For 1.2 I want to bring in the iPhoto-style game browser I’ve discussed in the past. This will be key to getting Boxer into the App Store: the old where-do-you-want-your-games approach just isn’t gonna cut it, and it feels like the games folder implementation isn’t a good fit for Lion anymore.

That’s going to be a lot of big hard UI work, because I don’t want to ship something that isn't as good as or better than Finder for managing your games. But moving to a game browser model will simplify Boxer’s UI, preferences and import workflow, and generally just fit better on the modern Mac.

Very little will actually change behind the scenes: Boxer will respect any older games folder you have, gameboxes will keep being gameboxes, you’ll still be able to browse your games from Finder and so forth. If you’re happy with how Boxer does things now, there’s nothing to worry about.


1.2 will probably also introduce preferences for tweaking your joystick controls. I’m thinking about how to bring button-to-key mappings into the fold: both to complement the existing joystick emulation (to let you make use of all those extra buttons on your gamepad) and to allow joystick-alike control for games that didn’t support the joystick at all.

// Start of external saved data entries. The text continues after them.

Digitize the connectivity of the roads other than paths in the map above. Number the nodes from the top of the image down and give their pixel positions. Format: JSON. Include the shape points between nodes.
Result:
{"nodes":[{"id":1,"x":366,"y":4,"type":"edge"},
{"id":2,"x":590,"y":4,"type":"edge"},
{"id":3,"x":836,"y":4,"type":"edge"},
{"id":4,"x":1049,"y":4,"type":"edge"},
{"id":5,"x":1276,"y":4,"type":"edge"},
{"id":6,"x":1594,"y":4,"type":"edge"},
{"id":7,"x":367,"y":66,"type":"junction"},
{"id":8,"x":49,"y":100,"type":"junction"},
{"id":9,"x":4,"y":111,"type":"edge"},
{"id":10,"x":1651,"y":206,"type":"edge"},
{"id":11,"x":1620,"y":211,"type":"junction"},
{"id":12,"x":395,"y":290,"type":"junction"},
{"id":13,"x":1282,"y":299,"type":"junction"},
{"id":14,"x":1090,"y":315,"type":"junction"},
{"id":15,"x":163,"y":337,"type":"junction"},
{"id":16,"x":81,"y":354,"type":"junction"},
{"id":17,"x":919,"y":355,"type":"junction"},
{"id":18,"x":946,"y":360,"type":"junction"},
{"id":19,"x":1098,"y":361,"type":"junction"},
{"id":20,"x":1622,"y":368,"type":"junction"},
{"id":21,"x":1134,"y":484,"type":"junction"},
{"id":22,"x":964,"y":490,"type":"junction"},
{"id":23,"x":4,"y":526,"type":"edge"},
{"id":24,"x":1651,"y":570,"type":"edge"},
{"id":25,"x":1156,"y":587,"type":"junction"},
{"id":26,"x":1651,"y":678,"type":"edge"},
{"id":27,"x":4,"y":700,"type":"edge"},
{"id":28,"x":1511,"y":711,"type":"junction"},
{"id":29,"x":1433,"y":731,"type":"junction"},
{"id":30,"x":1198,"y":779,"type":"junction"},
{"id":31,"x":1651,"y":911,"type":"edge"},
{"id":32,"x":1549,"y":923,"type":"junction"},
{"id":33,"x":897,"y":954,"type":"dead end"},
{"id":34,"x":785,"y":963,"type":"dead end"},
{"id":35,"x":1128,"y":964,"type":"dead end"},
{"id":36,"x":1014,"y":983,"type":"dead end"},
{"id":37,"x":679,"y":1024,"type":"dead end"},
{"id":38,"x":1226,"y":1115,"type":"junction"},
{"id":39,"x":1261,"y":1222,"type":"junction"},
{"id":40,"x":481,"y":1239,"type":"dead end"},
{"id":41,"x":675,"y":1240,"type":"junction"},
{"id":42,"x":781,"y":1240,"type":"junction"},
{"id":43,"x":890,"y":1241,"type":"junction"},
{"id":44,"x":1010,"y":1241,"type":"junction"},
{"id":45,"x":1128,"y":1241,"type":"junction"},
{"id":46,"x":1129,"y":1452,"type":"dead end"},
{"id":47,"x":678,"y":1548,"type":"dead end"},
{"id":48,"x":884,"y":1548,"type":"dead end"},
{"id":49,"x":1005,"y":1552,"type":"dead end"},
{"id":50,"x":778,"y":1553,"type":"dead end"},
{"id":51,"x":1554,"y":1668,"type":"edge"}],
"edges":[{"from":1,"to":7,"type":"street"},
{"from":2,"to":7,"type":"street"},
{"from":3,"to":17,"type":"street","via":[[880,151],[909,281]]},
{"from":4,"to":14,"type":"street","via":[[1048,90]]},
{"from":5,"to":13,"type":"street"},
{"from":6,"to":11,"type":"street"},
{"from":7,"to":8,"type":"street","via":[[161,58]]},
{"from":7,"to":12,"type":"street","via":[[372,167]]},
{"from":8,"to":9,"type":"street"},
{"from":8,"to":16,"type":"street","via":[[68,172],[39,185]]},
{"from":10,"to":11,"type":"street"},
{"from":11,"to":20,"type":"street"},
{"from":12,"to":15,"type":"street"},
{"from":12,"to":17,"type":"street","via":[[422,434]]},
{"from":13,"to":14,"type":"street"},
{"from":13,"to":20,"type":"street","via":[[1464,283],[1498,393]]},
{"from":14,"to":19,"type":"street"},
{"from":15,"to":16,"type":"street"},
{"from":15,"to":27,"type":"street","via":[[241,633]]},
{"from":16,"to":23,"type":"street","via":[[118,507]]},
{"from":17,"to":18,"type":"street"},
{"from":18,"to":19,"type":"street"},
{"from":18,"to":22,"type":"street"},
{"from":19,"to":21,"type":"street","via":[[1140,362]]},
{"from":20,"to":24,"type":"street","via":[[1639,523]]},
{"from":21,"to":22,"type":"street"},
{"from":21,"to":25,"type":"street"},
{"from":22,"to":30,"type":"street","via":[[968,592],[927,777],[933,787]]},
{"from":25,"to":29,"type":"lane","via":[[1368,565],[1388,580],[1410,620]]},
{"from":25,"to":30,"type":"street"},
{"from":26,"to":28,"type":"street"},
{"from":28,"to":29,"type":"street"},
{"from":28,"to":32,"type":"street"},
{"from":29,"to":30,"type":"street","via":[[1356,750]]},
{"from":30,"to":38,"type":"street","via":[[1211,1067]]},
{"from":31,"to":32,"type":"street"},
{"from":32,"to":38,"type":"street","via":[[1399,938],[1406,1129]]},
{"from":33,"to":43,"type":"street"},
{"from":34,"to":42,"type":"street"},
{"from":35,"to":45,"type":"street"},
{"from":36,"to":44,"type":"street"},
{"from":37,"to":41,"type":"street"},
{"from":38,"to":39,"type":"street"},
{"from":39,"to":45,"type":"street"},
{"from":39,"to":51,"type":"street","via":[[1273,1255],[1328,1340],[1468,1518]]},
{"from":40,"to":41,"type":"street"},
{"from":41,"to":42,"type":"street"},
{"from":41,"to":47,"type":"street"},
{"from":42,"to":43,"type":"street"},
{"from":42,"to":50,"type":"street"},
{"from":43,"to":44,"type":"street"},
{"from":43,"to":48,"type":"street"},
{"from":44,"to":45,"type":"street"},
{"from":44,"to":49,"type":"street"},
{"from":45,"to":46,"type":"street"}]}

My intention has been to keep any controller mappings global, to avoid stepping into the UI quicksand that is control-scheme profile management (which I regard as the point where tweaking stops being fun and starts being too much like fucking work). But controller-to-keyboard mappings obviously need to be per-game, since keyboard controls differ so much from game to game. If anyone has an example of an emulator that does per-game control schemes sanely, please speak up.